Quigley noted what he called San Diego's "schizophrenic sort of culture" that can attract such a who's-who list of high-stakes entrepreneurs—from Jonas Salk to Irwin Jacobs—but simultaneously cultivate "a civic culture of avoiding risks at all costs when it comes to beauty.
"We're among the worst," he said. "For whatever reason, when it really gets down to accomplishing something visionary... the status quo contracts. And, suddenly, there is no opening for vision, there is no value given to art, there is no value given to human emotion.
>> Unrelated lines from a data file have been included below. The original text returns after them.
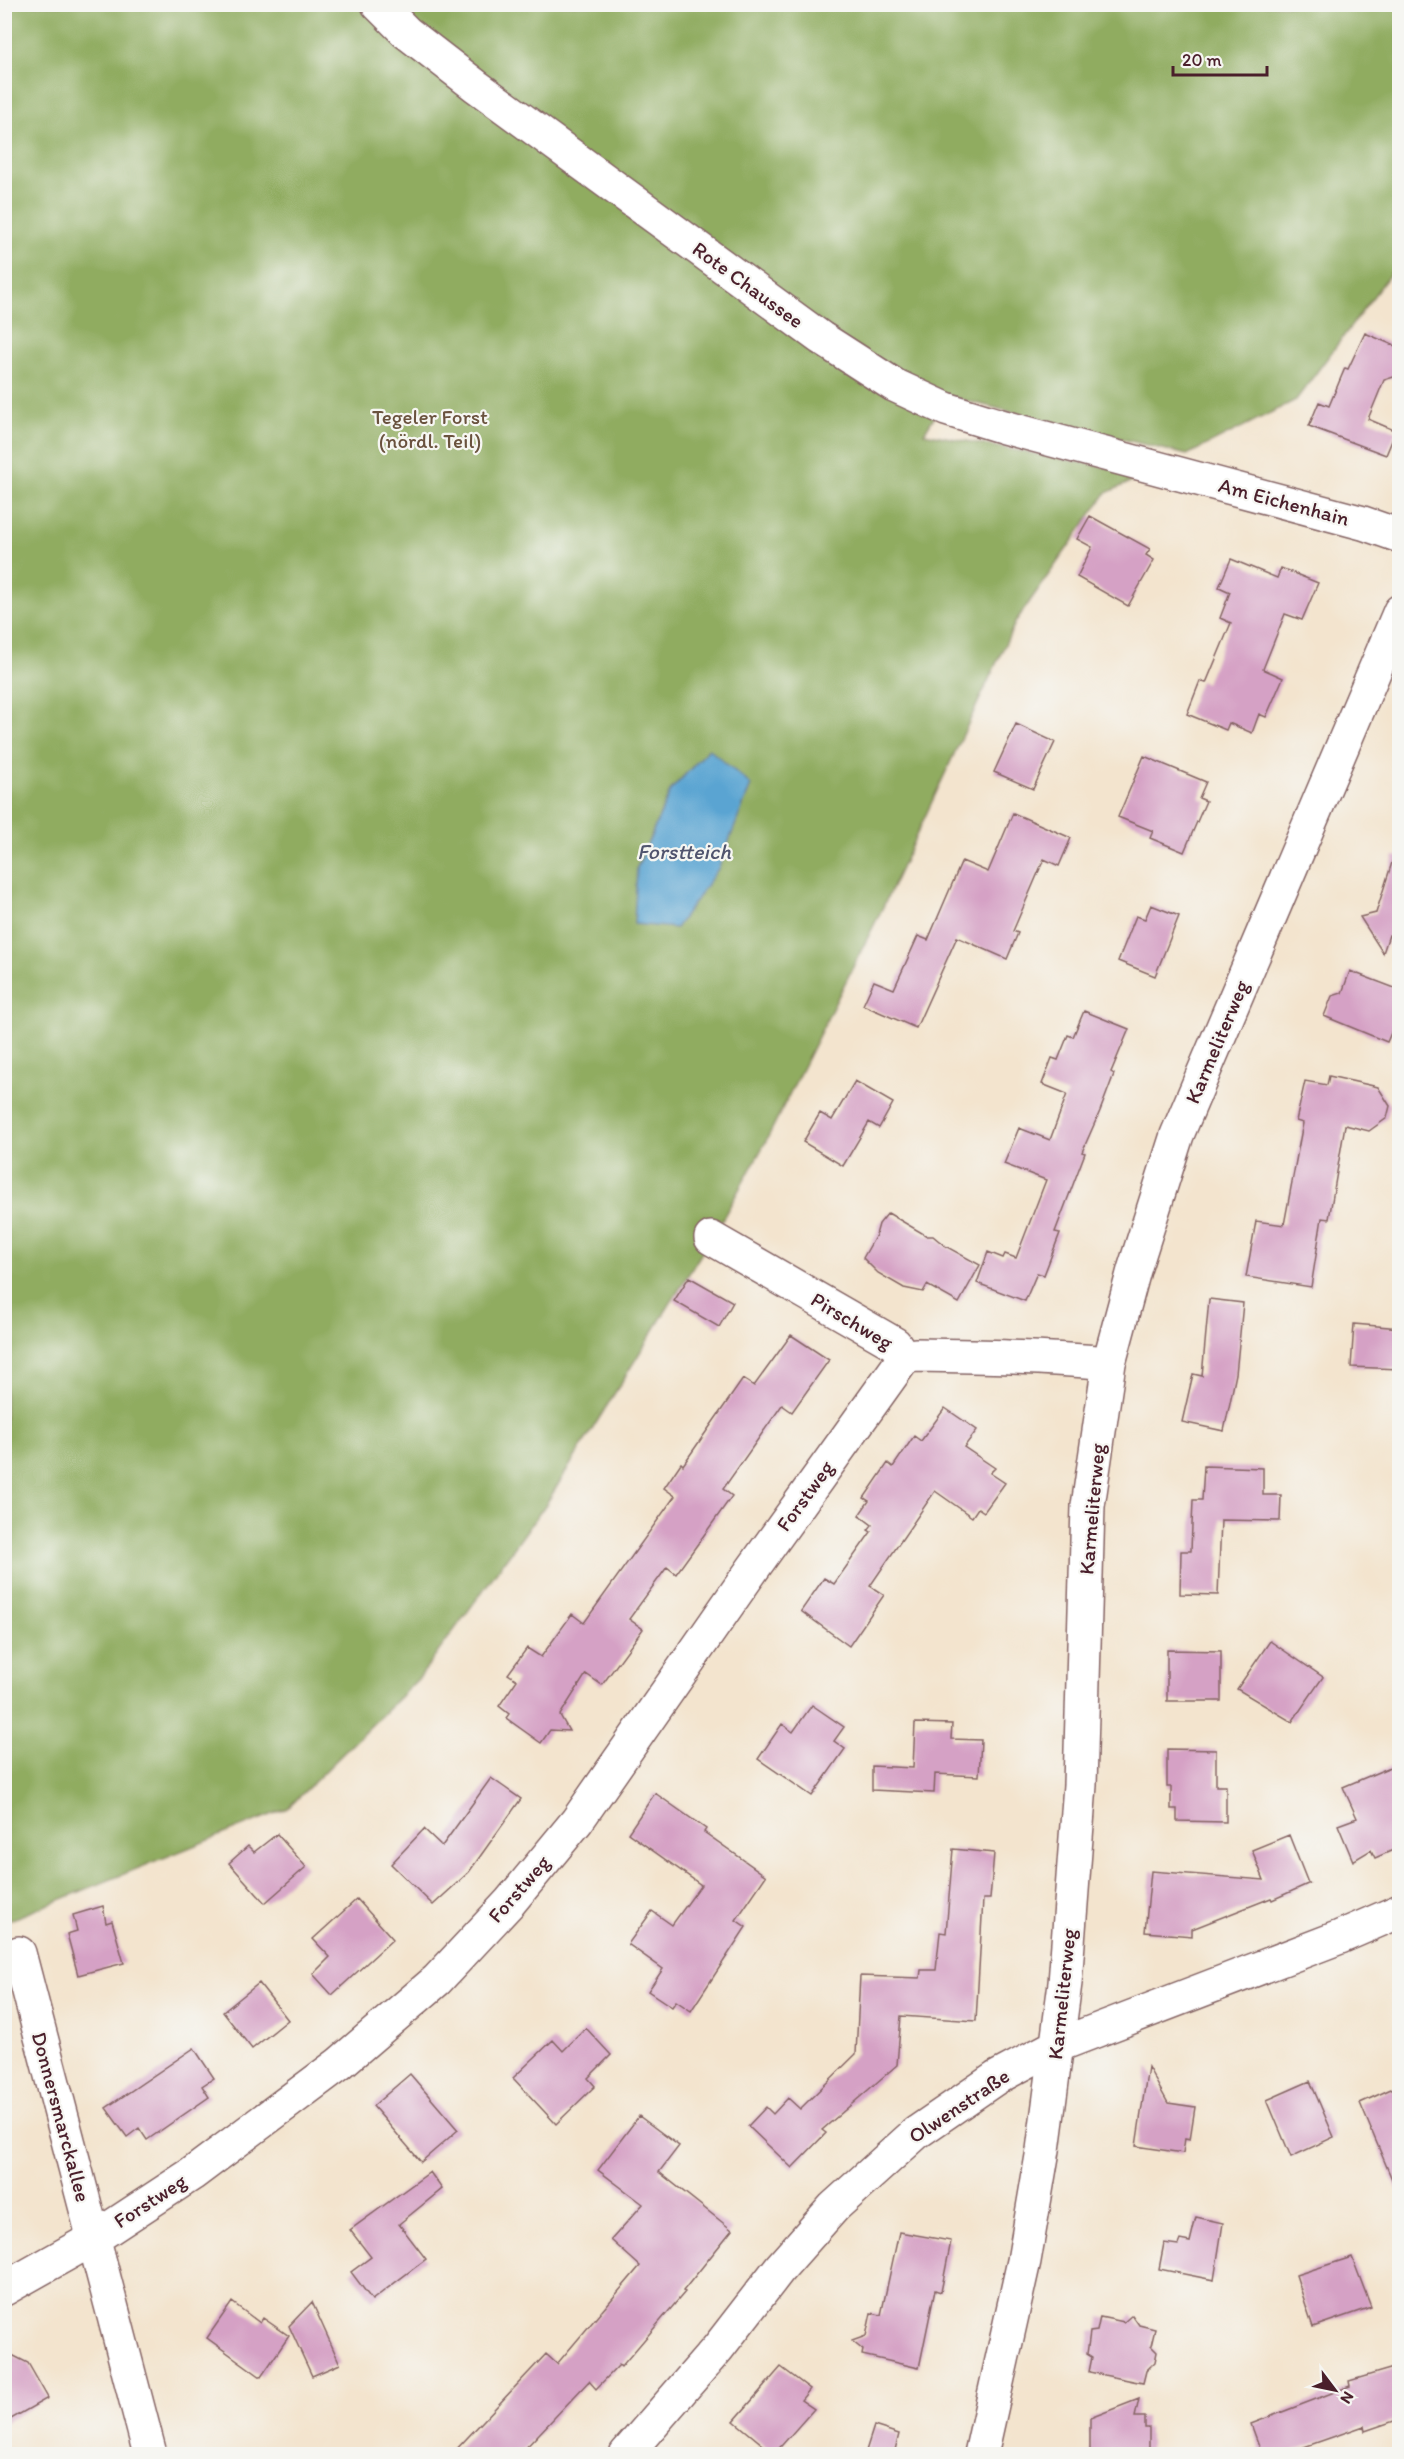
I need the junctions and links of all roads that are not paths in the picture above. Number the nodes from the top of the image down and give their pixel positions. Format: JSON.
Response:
{"nodes":[{"id":1,"x":378,"y":4,"type":"edge"},
{"id":2,"x":1168,"y":471,"type":"joint"},
{"id":3,"x":1400,"y":536,"type":"edge"},
{"id":4,"x":1400,"y":611,"type":"edge"},
{"id":5,"x":711,"y":1238,"type":"dead end"},
{"id":6,"x":904,"y":1358,"type":"junction"},
{"id":7,"x":1109,"y":1363,"type":"junction"},
{"id":8,"x":1400,"y":1911,"type":"edge"},
{"id":9,"x":18,"y":1953,"type":"dead end"},
{"id":10,"x":1056,"y":2046,"type":"junction"},
{"id":11,"x":93,"y":2239,"type":"junction"},
{"id":12,"x":4,"y":2289,"type":"edge"},
{"id":13,"x":150,"y":2454,"type":"edge"},
{"id":14,"x":626,"y":2454,"type":"edge"},
{"id":15,"x":981,"y":2454,"type":"edge"}],
"edges":[{"from":1,"to":2,"type":"street","name":"Rote Chaussee"},
{"from":2,"to":3,"type":"street","name":"Am Eichenhain"},
{"from":4,"to":7,"type":"street","name":"Karmeliterweg"},
{"from":5,"to":6,"type":"street","name":"Pirschweg"},
{"from":6,"to":7,"type":"street","name":"Pirschweg"},
{"from":6,"to":11,"type":"street","name":"Forstweg"},
{"from":7,"to":10,"type":"street","name":"Karmeliterweg"},
{"from":8,"to":10,"type":"street","name":"Olwenstraße"},
{"from":9,"to":11,"type":"street","name":"Donnersmarckallee"},
{"from":10,"to":14,"type":"street","name":"Olwenstraße"},
{"from":10,"to":15,"type":"street","name":"Karmeliterweg"},
{"from":11,"to":12,"type":"street","name":"Forstweg"},
{"from":11,"to":13,"type":"street","name":"Donnersmarckallee"}]}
And I find that strange."
Quigley even admitted that, while pushing for 16 years for the new central library, he'd never refer to the large dome that is the hallmark of the design in any artistic terms—merely its functional use as a sunshade—fearing it would be "value-engineered right out of the project.
"It almost was anyway," he added. An "efficiency expert" from the city handed him a catalog of pre-fabricated domes that might have carved $1 million from the cost. "They were just horrible," Quigley said, "the kind of thing you wouldn't put on a warehouse."
Now with a mayor whose central campaign theme was "neighborhoods first," San Diego must engage its citizens better, the four agreed. As Hubbell advised, "Stop thinking of everything as being separate, but realize that we all are part of this web and we function best when we are sensitive to it."